* PROBLEM DESCRIPTION *
Each line of the data below holding the word "bottom" must be copied.

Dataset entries
——
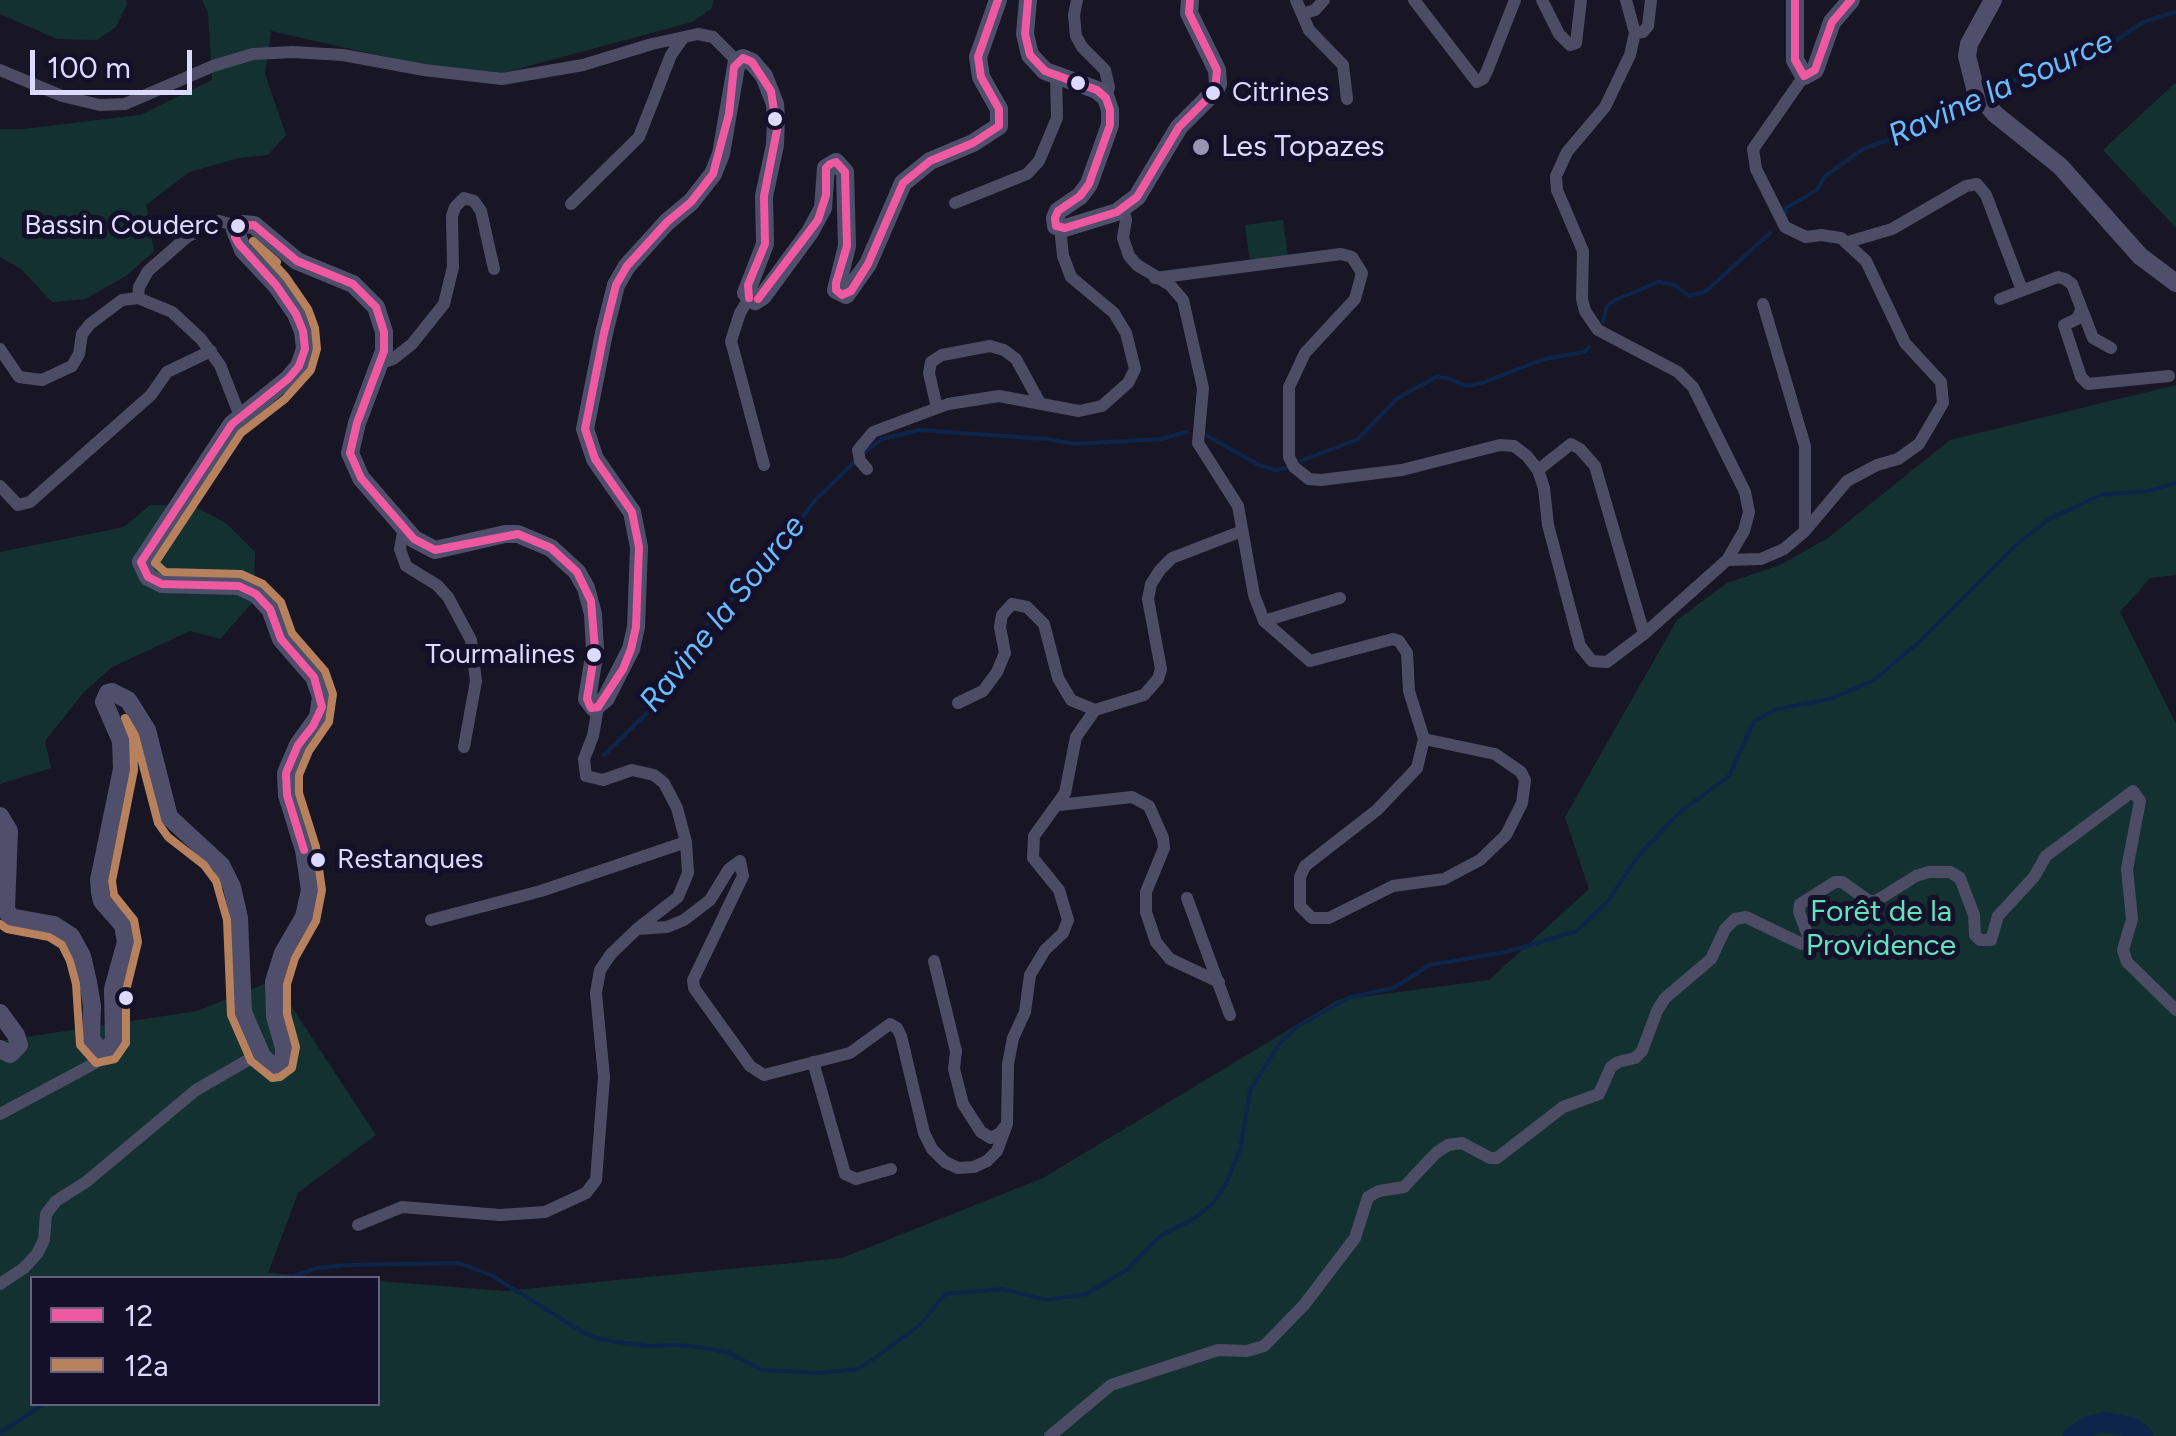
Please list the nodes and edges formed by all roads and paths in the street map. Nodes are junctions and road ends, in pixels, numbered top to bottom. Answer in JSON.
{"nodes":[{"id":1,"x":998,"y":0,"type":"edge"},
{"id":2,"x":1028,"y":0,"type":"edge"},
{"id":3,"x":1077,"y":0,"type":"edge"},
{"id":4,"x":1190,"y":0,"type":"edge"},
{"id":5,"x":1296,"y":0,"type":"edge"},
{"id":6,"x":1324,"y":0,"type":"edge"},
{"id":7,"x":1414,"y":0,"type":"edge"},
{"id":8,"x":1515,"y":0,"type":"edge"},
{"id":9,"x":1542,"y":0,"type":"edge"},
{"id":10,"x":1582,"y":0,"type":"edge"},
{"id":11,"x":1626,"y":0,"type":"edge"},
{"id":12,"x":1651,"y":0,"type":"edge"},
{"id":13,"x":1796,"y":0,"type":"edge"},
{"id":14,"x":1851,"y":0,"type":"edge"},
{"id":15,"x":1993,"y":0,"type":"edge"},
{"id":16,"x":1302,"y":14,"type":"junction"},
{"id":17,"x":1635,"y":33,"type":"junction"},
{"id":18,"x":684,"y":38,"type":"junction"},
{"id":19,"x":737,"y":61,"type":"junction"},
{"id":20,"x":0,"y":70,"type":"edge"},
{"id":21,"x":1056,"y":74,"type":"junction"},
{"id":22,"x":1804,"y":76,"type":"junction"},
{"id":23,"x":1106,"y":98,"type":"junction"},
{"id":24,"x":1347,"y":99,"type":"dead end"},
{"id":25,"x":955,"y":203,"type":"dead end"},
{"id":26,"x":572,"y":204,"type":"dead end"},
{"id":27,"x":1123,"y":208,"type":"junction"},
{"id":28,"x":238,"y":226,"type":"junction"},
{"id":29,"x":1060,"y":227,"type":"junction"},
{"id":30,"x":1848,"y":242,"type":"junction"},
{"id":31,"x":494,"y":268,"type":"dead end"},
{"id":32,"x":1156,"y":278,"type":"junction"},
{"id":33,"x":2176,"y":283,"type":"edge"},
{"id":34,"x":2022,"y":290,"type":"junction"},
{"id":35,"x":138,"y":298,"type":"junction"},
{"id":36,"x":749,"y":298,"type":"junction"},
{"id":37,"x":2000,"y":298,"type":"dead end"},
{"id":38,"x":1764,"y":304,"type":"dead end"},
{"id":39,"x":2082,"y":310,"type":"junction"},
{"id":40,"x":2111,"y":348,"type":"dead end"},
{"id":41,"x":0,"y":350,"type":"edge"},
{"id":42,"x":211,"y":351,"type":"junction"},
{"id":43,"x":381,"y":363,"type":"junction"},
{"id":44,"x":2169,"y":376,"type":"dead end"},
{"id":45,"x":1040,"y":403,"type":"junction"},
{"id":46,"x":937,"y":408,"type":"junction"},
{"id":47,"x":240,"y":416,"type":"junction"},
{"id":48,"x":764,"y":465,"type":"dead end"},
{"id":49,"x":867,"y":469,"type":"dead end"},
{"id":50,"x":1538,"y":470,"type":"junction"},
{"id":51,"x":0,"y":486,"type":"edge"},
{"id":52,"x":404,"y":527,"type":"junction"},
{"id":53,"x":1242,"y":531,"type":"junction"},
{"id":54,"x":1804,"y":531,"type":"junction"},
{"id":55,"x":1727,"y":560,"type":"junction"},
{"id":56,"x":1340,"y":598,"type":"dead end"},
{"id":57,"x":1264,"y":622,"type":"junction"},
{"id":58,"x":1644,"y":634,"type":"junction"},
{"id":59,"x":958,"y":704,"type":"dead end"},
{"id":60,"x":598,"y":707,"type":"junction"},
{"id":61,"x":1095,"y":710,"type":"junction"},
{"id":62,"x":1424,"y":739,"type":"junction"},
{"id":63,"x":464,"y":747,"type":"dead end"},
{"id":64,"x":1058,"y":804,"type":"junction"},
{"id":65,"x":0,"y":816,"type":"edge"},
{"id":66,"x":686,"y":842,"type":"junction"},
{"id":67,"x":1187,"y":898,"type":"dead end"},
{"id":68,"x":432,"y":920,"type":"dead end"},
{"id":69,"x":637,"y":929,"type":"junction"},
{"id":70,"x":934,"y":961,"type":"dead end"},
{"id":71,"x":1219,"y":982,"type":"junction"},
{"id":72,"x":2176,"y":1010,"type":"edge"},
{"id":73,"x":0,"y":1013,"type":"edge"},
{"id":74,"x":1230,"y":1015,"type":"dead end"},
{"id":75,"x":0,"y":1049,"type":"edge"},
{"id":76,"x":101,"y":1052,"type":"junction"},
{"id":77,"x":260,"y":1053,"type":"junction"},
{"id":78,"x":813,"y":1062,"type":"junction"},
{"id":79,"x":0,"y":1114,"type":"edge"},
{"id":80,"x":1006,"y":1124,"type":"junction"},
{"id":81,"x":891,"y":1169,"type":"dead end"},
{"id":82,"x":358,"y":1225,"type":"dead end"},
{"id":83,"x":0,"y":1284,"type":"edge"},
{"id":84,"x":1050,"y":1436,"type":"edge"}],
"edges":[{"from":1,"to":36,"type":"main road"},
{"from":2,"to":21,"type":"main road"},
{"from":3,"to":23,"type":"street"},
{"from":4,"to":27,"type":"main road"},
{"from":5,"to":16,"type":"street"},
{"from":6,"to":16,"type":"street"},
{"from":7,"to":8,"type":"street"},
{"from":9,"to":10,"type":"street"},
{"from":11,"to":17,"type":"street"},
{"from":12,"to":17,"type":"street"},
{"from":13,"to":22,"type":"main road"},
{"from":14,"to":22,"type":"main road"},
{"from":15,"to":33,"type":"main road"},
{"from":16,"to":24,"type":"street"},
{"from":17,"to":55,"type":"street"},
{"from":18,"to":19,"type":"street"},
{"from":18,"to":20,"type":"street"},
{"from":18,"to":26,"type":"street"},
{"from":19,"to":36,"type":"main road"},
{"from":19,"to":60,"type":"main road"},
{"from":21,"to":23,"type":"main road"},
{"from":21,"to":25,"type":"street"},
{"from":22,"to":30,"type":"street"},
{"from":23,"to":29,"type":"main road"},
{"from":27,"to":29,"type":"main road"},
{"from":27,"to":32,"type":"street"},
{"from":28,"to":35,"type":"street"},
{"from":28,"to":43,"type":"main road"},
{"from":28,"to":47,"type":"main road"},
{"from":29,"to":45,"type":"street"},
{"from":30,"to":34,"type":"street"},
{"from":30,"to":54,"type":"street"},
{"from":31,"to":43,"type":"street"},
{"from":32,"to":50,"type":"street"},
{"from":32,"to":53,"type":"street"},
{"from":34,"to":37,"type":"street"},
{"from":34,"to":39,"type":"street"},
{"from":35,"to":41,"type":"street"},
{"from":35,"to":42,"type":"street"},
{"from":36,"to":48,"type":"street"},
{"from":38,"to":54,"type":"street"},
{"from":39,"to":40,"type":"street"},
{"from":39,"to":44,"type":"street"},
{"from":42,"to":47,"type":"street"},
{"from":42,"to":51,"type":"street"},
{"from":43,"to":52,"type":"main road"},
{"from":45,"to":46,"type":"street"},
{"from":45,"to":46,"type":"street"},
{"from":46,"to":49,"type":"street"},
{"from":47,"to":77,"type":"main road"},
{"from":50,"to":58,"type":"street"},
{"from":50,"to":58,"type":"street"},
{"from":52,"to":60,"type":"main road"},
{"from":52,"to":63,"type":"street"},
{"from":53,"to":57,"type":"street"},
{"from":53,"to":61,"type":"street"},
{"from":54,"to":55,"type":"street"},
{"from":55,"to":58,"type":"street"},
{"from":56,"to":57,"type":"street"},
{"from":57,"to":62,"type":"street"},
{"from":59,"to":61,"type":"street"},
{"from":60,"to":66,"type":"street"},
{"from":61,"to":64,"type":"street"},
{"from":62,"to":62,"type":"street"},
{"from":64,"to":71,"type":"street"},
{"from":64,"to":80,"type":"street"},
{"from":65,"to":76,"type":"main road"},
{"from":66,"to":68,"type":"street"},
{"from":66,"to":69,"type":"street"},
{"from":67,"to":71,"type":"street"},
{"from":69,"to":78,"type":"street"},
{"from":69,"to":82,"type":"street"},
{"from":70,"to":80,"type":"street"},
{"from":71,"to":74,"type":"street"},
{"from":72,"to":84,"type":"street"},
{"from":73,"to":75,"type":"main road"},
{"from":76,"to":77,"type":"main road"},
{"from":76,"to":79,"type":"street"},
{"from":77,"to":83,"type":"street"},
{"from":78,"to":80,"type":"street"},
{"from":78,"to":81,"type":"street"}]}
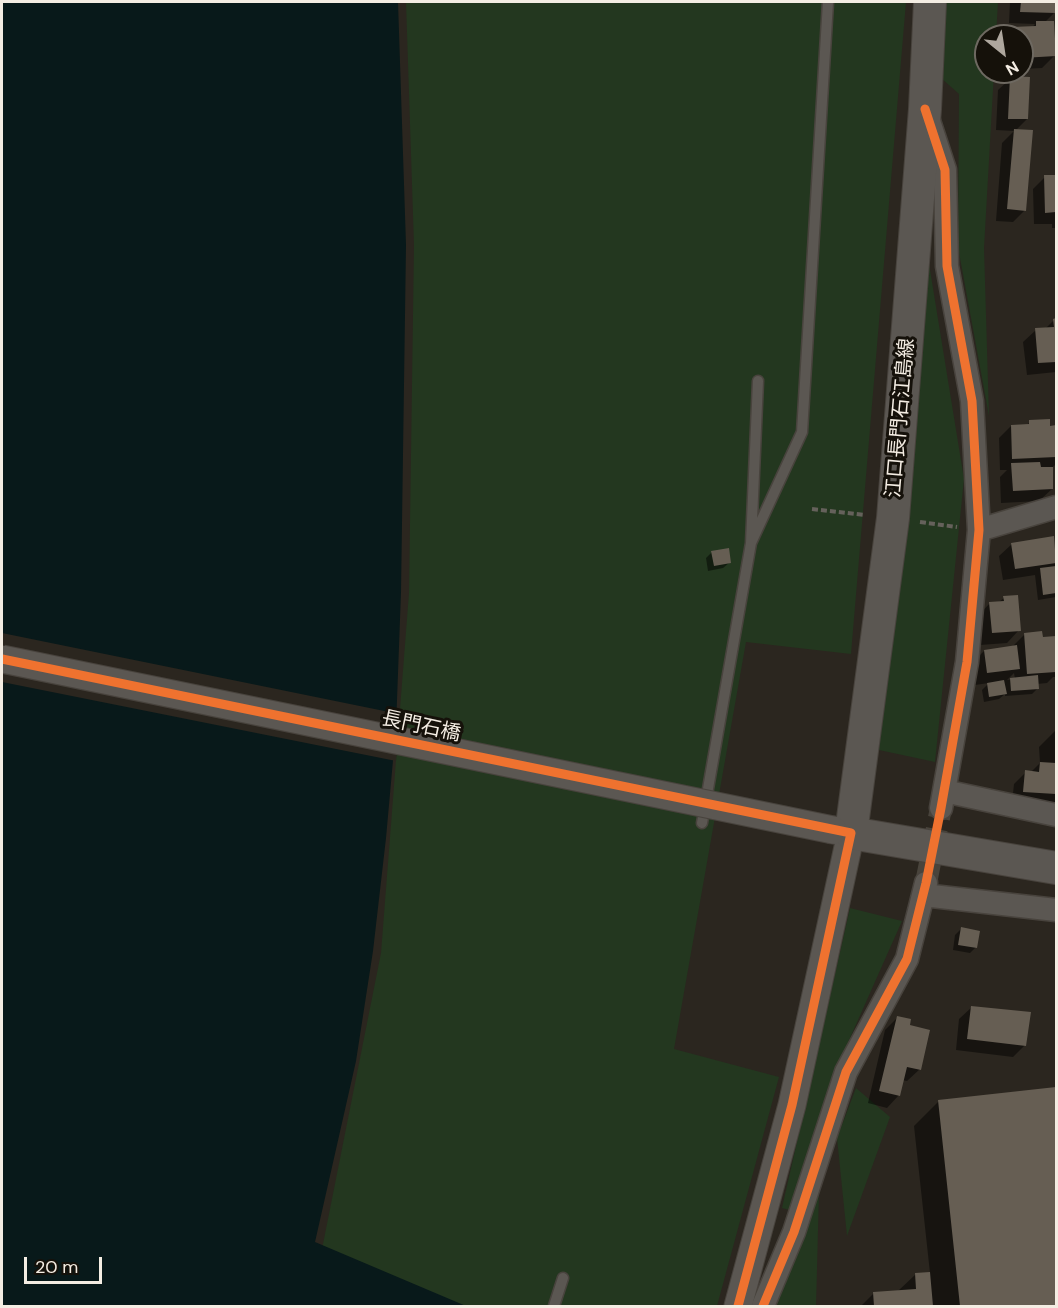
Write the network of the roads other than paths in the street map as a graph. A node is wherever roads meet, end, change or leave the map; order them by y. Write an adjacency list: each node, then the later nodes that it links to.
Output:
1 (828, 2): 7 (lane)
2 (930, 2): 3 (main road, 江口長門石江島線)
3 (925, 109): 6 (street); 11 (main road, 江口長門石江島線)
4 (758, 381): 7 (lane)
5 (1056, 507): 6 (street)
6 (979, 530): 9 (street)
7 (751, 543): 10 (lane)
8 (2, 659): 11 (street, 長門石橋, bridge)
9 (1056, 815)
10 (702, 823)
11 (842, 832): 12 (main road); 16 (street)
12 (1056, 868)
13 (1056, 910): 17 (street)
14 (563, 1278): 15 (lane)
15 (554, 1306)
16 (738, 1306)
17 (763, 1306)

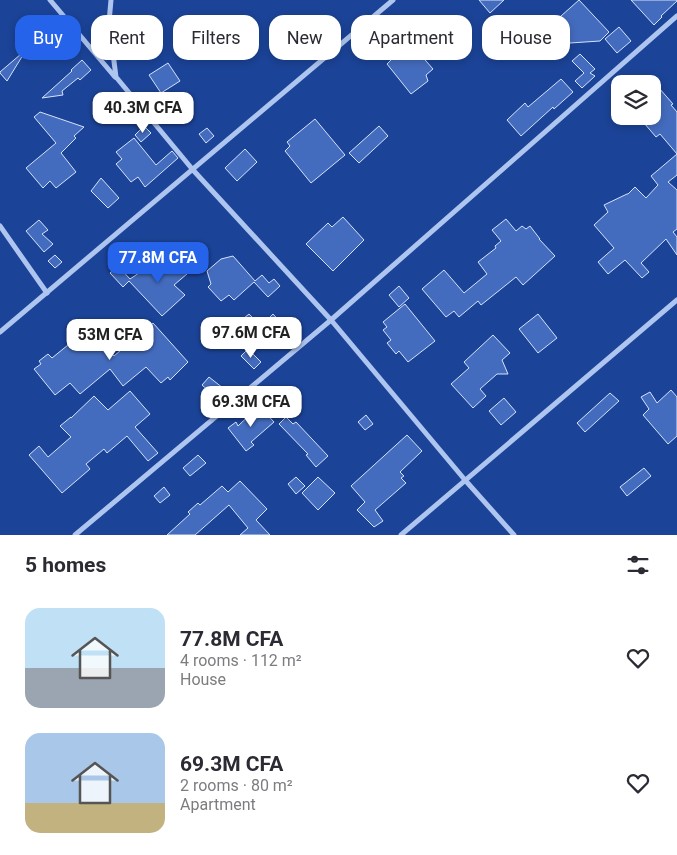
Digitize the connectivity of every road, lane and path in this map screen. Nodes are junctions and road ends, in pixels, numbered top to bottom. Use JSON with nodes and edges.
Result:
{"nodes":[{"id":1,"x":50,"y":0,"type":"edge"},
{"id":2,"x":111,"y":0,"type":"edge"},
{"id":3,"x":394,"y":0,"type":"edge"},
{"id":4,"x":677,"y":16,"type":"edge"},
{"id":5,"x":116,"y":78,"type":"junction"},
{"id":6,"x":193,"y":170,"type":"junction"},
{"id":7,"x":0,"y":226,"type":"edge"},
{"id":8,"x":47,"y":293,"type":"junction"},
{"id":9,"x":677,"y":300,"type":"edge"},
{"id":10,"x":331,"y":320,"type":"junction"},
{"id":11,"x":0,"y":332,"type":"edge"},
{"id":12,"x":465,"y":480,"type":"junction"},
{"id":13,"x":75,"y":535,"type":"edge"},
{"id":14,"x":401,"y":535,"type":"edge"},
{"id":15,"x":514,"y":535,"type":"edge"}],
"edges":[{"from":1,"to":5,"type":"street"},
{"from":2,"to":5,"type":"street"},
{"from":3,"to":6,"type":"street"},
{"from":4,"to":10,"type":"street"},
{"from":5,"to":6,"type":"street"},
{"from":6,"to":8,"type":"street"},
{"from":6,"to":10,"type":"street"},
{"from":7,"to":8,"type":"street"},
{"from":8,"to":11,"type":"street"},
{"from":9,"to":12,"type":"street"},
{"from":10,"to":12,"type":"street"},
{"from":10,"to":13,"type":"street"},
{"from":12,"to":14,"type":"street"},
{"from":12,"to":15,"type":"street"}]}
——
* EXERCISE RESPONSE *
Please list the nodes and edges formed by all roads and paths in the street map. Nodes are junctions and road ends, in pixels, numbered top to bottom. Answer in JSON.
Digitize the connectivity of every road, lane and path in this map screen. Nodes are junctions and road ends, in pixels, numbered top to bottom. Use JSON with nodes and edges.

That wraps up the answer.